Roubini lists a number of examples, all of which are happening to the global economy right now:

“Such shocks may come in many forms. Globalization keeps cheap goods and services flowing from China and other emerging markets. Weaker unions and workers’ reduced bargaining power have flattened out the Phillips curve, with low structural unemployment producing little wage inflation. Oil and commodity prices are low or declining. And technological innovations, starting with a new Internet revolution, are reducing the costs of goods and services.

The conventional wisdom is that it won’t last. But, in this context, the conventional wisdom is circular – it assumes whatever it takes to stop conventional economic theory from blowing up. Roubini (who defied convention when he was one of the very few economists to predict the financial crisis) argues that we should be open to the possibility that the positive supply shocks are permanent (or at least persistent).

He is not alone:

“…the Bank for International Settlements…argues that it is time to lower the inflation target from 2% to 0% – the rate that can now be expected, given permanent supply shocks. Trying to achieve 2% inflation in a context of such shocks, the BIS warns, would lead to excessively easy monetary policies, which would put upward pressure on prices of risk assets, and, ultimately, inflate dangerous bubbles.”

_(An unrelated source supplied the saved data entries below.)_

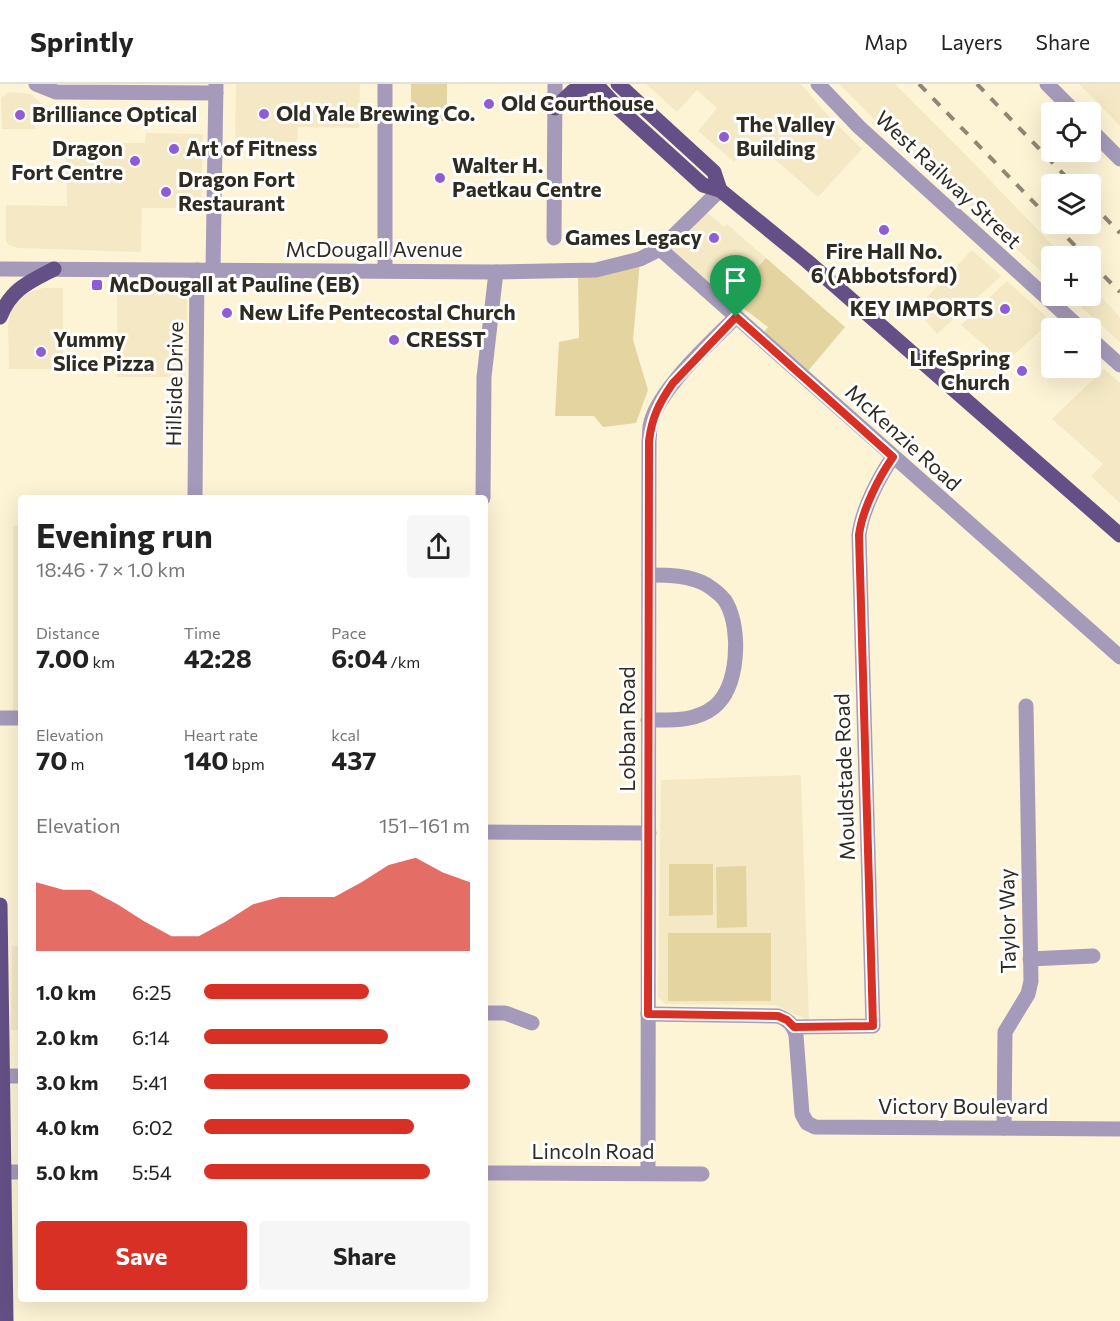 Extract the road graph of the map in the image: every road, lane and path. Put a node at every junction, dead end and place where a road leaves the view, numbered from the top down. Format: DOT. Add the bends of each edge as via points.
graph roads {
  1 [pos="36,84"];
  2 [pos="385,84"];
  3 [pos="555,84"];
  4 [pos="818,84"];
  5 [pos="1047,84"];
  6 [pos="597,85"];
  7 [pos="621,85"];
  8 [pos="216,89"];
  9 [pos="1065,102"];
  10 [pos="555,108"];
  11 [pos="1101,140"];
  12 [pos="1120,159"];
  13 [pos="720,190"];
  14 [pos="554,237"];
  15 [pos="660,249"];
  16 [pos="0,269"];
  17 [pos="54,269"];
  18 [pos="197,270"];
  19 [pos="213,270"];
  20 [pos="385,270"];
  21 [pos="496,272"];
  22 [pos="0,317"];
  23 [pos="736,317"];
  24 [pos="1069,318"];
  25 [pos="1101,348"];
  26 [pos="1120,365"];
  27 [pos="893,457"];
  28 [pos="195,495"];
  29 [pos="483,495"];
  30 [pos="1120,535"];
  31 [pos="649,575"];
  32 [pos="1120,657"];
  33 [pos="1026,706"];
  34 [pos="0,718"];
  35 [pos="18,718"];
  36 [pos="648,720"];
  37 [pos="488,832"];
  38 [pos="649,833"];
  39 [pos="0,905"];
  40 [pos="1094,956"];
  41 [pos="1030,959"];
  42 [pos="488,1013"];
  43 [pos="648,1014"];
  44 [pos="532,1023"];
  45 [pos="794,1027"];
  46 [pos="2,1076"];
  47 [pos="18,1076"];
  48 [pos="1004,1128"];
  49 [pos="1120,1129"];
  50 [pos="4,1172"];
  51 [pos="18,1172"];
  52 [pos="488,1173"];
  53 [pos="648,1173"];
  54 [pos="702,1174"];
  55 [pos="4,1319"];
  1 -- 8 [label="street" via="56,92"];
  2 -- 20 [label="street"];
  3 -- 10 [label="street"];
  4 -- 24 [label="street, West Railway Street" via="866,134"];
  5 -- 9 [label="street"];
  6 -- 10 [label="main road" via="573,91"];
  6 -- 13 [label="main road" via="703,185"];
  7 -- 13 [label="main road" via="714,172"];
  8 -- 19 [label="street"];
  10 -- 14 [label="street"];
  11 -- 12 [label="street"];
  13 -- 15 [label="street, McDougall Avenue"];
  13 -- 30 [label="main road" via="807,261"];
  15 -- 21 [label="street, McDougall Avenue" via="596,270"];
  15 -- 23 [label="street, McKenzie Road"];
  16 -- 17 [label="street, McDougall Avenue"];
  17 -- 18 [label="street, McDougall Avenue"];
  17 -- 22 [label="main road" via="21,286 5,303"];
  18 -- 19 [label="street, McDougall Avenue"];
  18 -- 28 [label="street, Hillside Drive"];
  19 -- 20 [label="street, McDougall Avenue"];
  20 -- 21 [label="street, McDougall Avenue"];
  21 -- 29 [label="street" via="484,377"];
  23 -- 27 [label="street, McKenzie Road"];
  23 -- 31 [label="street, Lobban Road" via="673,383 651,422"];
  25 -- 26 [label="street"];
  27 -- 32 [label="street, McKenzie Road"];
  27 -- 45 [label="street, Mouldstade Road" via="865,512 859,535 873,1026"];
  31 -- 36 [label="street, Lobban Road"];
  31 -- 36 [label="street" via="693,578 727,602 735,630 735,664 730,686 714,707 685,720"];
  33 -- 41 [label="street, Taylor Way"];
  34 -- 35 [label="street"];
  36 -- 38 [label="street, Lobban Road"];
  37 -- 38 [label="street"];
  38 -- 43 [label="street, Lobban Road"];
  39 -- 46 [label="main road"];
  40 -- 41 [label="street"];
  41 -- 48 [label="street, Taylor Way" via="1028,994 1005,1032"];
  42 -- 44 [label="street" via="505,1013"];
  43 -- 45 [label="street" via="778,1016"];
  43 -- 53 [label="street, Lobban Road"];
  45 -- 48 [label="street, Victory Boulevard" via="804,1125"];
  46 -- 47 [label="street"];
  46 -- 50 [label="main road"];
  48 -- 49 [label="street, Victory Boulevard"];
  50 -- 51 [label="street"];
  50 -- 55 [label="main road"];
  52 -- 53 [label="street, Lincoln Road"];
  53 -- 54 [label="street, Lincoln Road"];
} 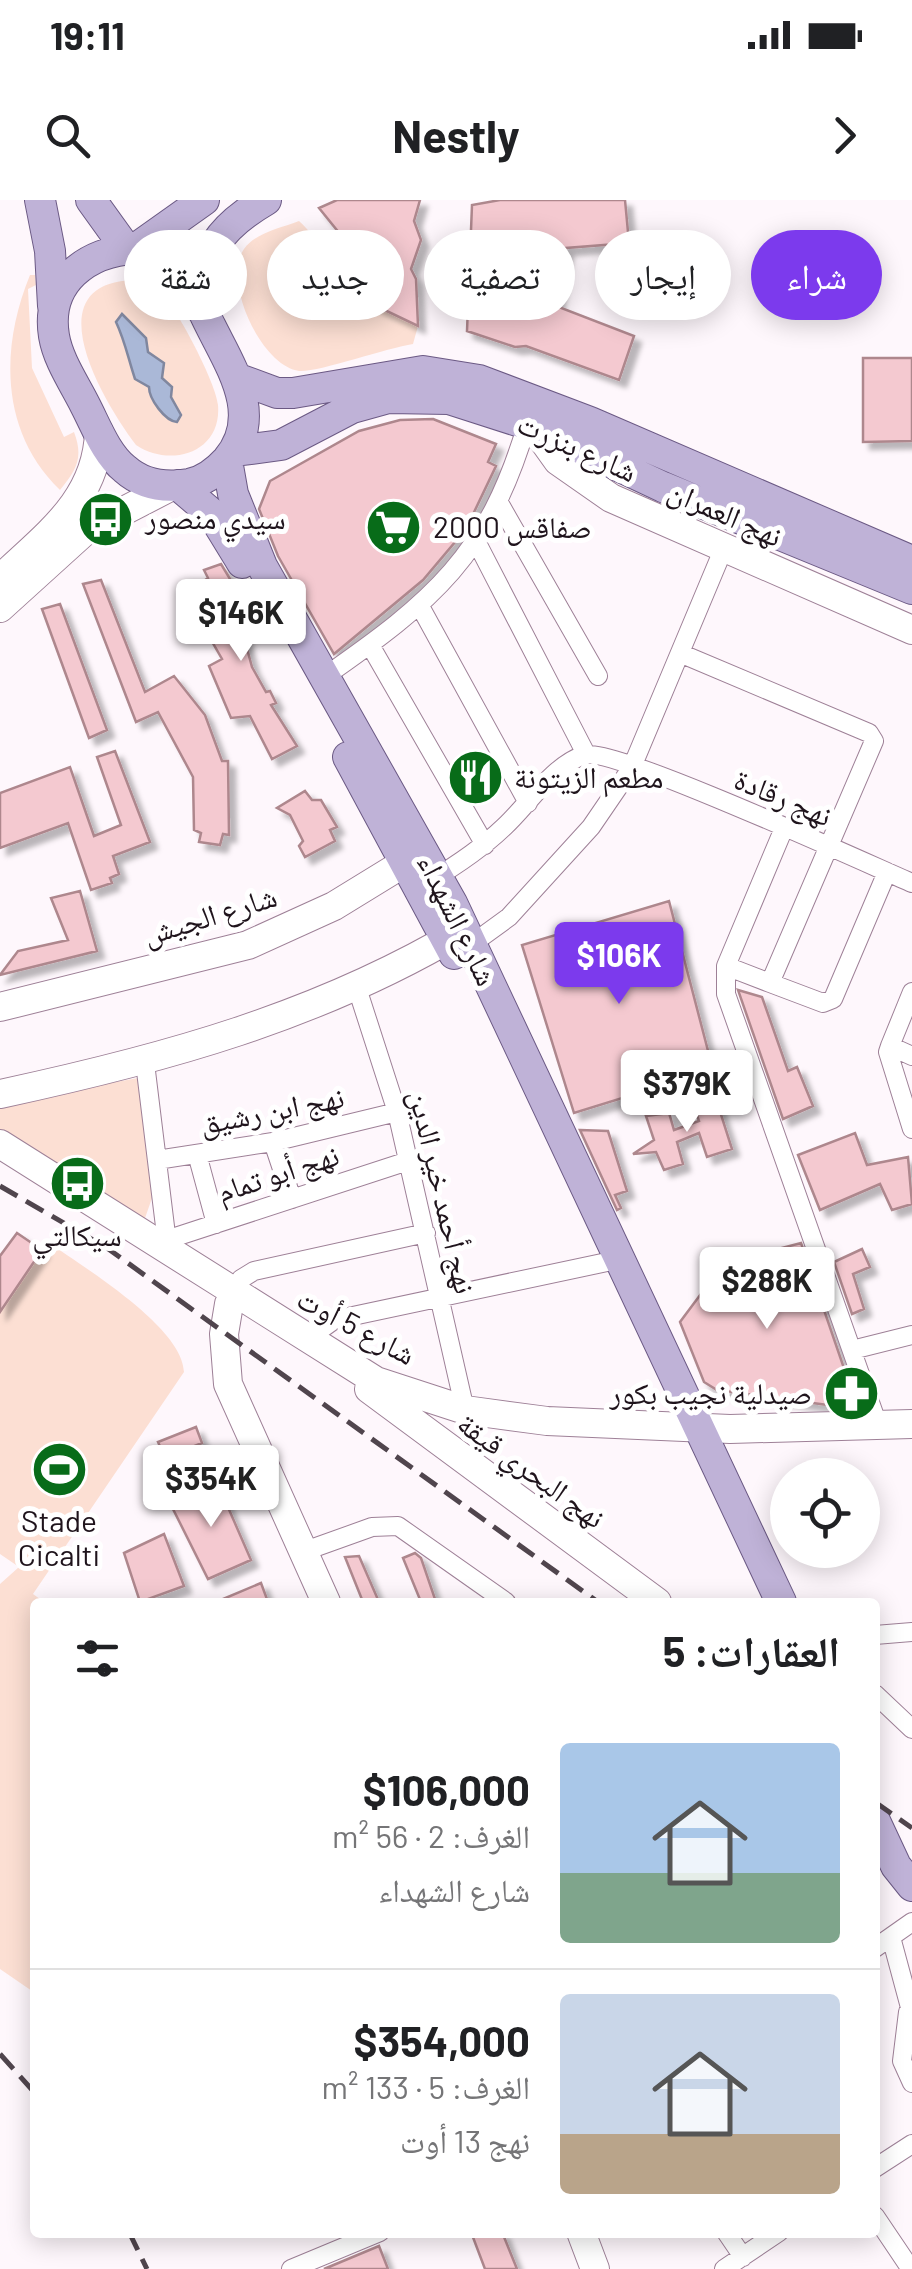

Perhaps we should go even further and consider a truly radical possibility – which is that the long prophesied age of abundance is beginning to manifest itself.

The most fundamental assumption in conventional economic theory is scarcity. Indeed, the whole of economics is basically devoted to answering one question: how should we allocate scarce resources?

There are more and more examples of once scarce resources that are now super-abundant in particular places and at particular times. Examples include information and entertainment (thanks to the internet); food (people in the developed world have access to far more calories than they can sensibly consume); energy (at times of peak production from renewables, the wholesale price of electricity in some markets has dropped to zero); and even money itself (i.e. when money is loaned at close to zero interest)…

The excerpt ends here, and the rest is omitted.